*** Opening Study material ***

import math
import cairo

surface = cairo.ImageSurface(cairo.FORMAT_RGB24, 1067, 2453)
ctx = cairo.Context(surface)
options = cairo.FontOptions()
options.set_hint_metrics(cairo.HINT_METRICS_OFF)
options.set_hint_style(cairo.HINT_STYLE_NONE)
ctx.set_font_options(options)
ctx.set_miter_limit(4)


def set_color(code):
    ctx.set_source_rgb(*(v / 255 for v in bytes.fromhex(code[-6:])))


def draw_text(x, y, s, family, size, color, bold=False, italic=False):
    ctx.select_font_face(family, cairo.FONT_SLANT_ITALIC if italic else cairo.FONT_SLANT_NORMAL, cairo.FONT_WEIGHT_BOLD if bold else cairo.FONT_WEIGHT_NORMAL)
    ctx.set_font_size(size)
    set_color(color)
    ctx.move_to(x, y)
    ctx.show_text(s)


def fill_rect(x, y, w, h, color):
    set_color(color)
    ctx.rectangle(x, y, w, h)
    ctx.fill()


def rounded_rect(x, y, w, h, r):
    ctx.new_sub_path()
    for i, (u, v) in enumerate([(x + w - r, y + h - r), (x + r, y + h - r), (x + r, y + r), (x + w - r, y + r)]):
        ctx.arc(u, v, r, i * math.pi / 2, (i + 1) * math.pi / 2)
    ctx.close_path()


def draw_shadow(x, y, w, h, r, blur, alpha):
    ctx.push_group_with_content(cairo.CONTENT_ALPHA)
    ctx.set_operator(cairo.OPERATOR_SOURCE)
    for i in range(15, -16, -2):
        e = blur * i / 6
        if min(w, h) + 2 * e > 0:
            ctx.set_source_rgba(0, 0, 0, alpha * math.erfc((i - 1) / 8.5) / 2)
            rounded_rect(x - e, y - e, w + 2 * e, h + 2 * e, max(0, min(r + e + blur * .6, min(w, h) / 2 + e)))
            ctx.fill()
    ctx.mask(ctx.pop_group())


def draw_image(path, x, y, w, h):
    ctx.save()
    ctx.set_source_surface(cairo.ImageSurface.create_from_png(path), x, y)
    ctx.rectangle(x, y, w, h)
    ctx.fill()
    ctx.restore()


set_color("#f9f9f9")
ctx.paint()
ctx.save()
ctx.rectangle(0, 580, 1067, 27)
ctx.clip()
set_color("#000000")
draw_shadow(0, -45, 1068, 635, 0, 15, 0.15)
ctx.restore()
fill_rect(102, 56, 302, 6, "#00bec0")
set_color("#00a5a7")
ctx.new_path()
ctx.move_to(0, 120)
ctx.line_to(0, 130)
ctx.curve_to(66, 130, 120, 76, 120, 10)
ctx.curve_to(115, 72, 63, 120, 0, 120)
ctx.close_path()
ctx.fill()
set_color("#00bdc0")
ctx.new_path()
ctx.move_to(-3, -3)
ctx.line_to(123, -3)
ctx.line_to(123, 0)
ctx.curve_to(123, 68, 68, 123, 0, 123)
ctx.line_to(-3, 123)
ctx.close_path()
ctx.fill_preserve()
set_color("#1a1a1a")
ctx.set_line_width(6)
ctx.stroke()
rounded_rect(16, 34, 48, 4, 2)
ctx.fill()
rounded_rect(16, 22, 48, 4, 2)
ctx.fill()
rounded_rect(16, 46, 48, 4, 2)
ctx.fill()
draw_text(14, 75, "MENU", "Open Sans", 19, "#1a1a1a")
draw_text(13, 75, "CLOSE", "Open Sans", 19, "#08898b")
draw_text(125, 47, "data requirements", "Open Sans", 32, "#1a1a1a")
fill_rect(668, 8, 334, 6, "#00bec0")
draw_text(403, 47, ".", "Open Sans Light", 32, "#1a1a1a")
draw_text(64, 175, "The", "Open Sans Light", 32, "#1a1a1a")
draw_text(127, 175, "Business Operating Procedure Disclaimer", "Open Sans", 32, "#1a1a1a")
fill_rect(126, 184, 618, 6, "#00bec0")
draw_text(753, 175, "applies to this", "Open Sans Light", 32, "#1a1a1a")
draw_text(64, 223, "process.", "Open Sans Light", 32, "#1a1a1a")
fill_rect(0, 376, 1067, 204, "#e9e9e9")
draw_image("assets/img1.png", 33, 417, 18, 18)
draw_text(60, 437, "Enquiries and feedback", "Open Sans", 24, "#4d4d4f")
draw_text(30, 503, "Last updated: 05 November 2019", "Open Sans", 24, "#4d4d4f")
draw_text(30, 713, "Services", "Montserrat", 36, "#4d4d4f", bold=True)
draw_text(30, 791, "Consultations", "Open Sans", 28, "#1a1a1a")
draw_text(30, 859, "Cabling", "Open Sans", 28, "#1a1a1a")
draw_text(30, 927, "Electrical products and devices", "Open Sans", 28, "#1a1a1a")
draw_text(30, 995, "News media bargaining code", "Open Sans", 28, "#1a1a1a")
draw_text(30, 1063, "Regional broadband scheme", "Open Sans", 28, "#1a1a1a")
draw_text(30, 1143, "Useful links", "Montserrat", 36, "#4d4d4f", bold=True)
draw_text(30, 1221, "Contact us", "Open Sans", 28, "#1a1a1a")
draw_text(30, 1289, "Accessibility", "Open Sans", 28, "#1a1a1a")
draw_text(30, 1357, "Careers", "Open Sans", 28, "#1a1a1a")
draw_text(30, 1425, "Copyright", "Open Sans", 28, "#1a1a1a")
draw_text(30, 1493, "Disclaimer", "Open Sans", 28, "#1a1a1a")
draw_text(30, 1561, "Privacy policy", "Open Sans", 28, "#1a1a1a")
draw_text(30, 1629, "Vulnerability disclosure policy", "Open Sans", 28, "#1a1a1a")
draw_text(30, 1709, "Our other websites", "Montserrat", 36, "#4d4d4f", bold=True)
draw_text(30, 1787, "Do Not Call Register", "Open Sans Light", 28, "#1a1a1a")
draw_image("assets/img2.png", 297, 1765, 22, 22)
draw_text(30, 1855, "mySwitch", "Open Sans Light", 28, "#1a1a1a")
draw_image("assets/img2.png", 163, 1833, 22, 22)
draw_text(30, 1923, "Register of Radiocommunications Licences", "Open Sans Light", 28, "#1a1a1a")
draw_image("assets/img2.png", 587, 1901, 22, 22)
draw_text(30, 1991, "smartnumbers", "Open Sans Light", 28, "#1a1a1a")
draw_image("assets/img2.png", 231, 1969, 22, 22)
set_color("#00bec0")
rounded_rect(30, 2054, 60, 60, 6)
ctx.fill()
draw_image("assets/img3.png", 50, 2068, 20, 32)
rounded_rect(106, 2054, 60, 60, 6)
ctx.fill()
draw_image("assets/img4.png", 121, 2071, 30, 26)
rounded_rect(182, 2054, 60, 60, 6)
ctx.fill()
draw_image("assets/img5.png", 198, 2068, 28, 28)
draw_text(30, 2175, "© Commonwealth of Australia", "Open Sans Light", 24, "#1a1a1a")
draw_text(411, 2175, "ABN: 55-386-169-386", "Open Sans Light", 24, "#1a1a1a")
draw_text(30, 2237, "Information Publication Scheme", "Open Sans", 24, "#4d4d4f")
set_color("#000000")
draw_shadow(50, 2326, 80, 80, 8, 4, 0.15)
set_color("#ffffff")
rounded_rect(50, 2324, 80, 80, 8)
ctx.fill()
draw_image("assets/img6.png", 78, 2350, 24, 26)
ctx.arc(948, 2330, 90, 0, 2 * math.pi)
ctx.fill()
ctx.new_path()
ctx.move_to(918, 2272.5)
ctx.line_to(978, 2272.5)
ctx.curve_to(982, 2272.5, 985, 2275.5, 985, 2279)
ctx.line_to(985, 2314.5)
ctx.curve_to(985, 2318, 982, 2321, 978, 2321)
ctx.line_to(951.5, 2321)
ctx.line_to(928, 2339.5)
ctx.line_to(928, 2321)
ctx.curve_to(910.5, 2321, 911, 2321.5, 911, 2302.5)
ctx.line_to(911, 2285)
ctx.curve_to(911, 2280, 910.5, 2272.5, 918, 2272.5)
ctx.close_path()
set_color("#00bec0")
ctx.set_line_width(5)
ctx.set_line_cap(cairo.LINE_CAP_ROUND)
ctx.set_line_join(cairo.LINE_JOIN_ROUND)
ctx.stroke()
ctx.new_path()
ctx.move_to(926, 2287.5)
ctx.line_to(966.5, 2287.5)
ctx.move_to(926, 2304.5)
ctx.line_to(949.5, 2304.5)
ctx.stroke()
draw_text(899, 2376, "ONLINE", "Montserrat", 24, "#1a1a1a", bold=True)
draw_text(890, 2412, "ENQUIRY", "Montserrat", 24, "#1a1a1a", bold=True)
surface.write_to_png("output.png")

*** Closing Study material ***

▶ _Assignment_
Give back, verbatim, the lines from the top of the entries above through the line containing "ctx.set_source_rgba(0, 0, 0, alpha".

▶ _Solution to this task_
import math
import cairo

surface = cairo.ImageSurface(cairo.FORMAT_RGB24, 1067, 2453)
ctx = cairo.Context(surface)
options = cairo.FontOptions()
options.set_hint_metrics(cairo.HINT_METRICS_OFF)
options.set_hint_style(cairo.HINT_STYLE_NONE)
ctx.set_font_options(options)
ctx.set_miter_limit(4)


def set_color(code):
    ctx.set_source_rgb(*(v / 255 for v in bytes.fromhex(code[-6:])))


def draw_text(x, y, s, family, size, color, bold=False, italic=False):
    ctx.select_font_face(family, cairo.FONT_SLANT_ITALIC if italic else cairo.FONT_SLANT_NORMAL, cairo.FONT_WEIGHT_BOLD if bold else cairo.FONT_WEIGHT_NORMAL)
    ctx.set_font_size(size)
    set_color(color)
    ctx.move_to(x, y)
    ctx.show_text(s)


def fill_rect(x, y, w, h, color):
    set_color(color)
    ctx.rectangle(x, y, w, h)
    ctx.fill()


def rounded_rect(x, y, w, h, r):
    ctx.new_sub_path()
    for i, (u, v) in enumerate([(x + w - r, y + h - r), (x + r, y + h - r), (x + r, y + r), (x + w - r, y + r)]):
        ctx.arc(u, v, r, i * math.pi / 2, (i + 1) * math.pi / 2)
    ctx.close_path()


def draw_shadow(x, y, w, h, r, blur, alpha):
    ctx.push_group_with_content(cairo.CONTENT_ALPHA)
    ctx.set_operator(cairo.OPERATOR_SOURCE)
    for i in range(15, -16, -2):
        e = blur * i / 6
        if min(w, h) + 2 * e > 0:
            ctx.set_source_rgba(0, 0, 0, alpha * math.erfc((i - 1) / 8.5) / 2)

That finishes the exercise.